Dal 1 gennaio 2013 tutti i rifiuti, siano essi speciali o urbani, con un Potere Calorifero superiore a 13.000 Kj/Kg non saranno più ammessi in discarica.

L’ultima proroga all’ammissibilità degli stessi era stata prevista dal Dl 216/2011 che di fatto già prorogava il DLgs 36/03.

Un’ulteriore proroga sarebbe stata di fatto eccessiva, ma c’è da considerare il fatto che ad oggi, a distanza di 10 anni dal recepimento della direttiva  comunitaria, non in tutte le regioni d’italia si è pronti a tale modifica, mancando di fatto i termovalorizzatori per i rifiuti speciali in grdo di  soddisfare i nuovi parametri per l’ammissibilità in discarica.

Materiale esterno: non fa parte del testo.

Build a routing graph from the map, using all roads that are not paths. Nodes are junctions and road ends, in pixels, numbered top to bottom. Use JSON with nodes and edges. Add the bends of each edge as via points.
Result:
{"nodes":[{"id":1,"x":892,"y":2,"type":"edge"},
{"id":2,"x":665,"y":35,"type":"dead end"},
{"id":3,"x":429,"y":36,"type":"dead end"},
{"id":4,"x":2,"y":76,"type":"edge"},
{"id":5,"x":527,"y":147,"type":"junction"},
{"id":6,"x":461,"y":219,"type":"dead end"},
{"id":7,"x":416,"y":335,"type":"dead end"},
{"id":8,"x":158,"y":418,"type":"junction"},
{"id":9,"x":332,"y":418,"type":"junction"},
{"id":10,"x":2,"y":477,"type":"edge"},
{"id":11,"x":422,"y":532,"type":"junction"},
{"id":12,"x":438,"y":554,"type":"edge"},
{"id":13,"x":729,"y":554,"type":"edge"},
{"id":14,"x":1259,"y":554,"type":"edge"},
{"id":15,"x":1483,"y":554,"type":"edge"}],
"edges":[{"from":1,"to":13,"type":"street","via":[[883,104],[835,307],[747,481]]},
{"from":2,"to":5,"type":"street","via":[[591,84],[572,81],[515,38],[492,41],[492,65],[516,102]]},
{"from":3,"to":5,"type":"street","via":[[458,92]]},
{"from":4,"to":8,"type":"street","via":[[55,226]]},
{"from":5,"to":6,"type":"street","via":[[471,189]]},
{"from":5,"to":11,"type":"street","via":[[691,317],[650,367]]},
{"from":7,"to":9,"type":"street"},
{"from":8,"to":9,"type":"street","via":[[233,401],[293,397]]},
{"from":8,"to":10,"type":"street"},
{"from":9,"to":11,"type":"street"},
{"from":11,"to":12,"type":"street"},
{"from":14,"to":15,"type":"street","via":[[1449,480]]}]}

Dal 1 gennaio 2013, si dovrà quindi indirizzare questa tipologia di rifiuti esclusivamente verso impianti di recupero o di trattamento, o in alternativa direttamente ad un termovalorizzatore ove presente.

Ricordiamo che la caratterizzazione di base é a responsabilità del produttore dei rifiuti, ma chi stabilisce il potere calorifico del rifiuto?  Ci sarà bisogno di un’analisi merceologica prima di conferire i propri rifiuti? Graverà nuovamente sui costi delle aziende?

L’obiettivo è quindi quello di utilizzare il meno possibile le discariche, obiettivo evidenziato anche dall’art. 179 del TUA “Criteri di priorità nella gestione  dei rifiuti.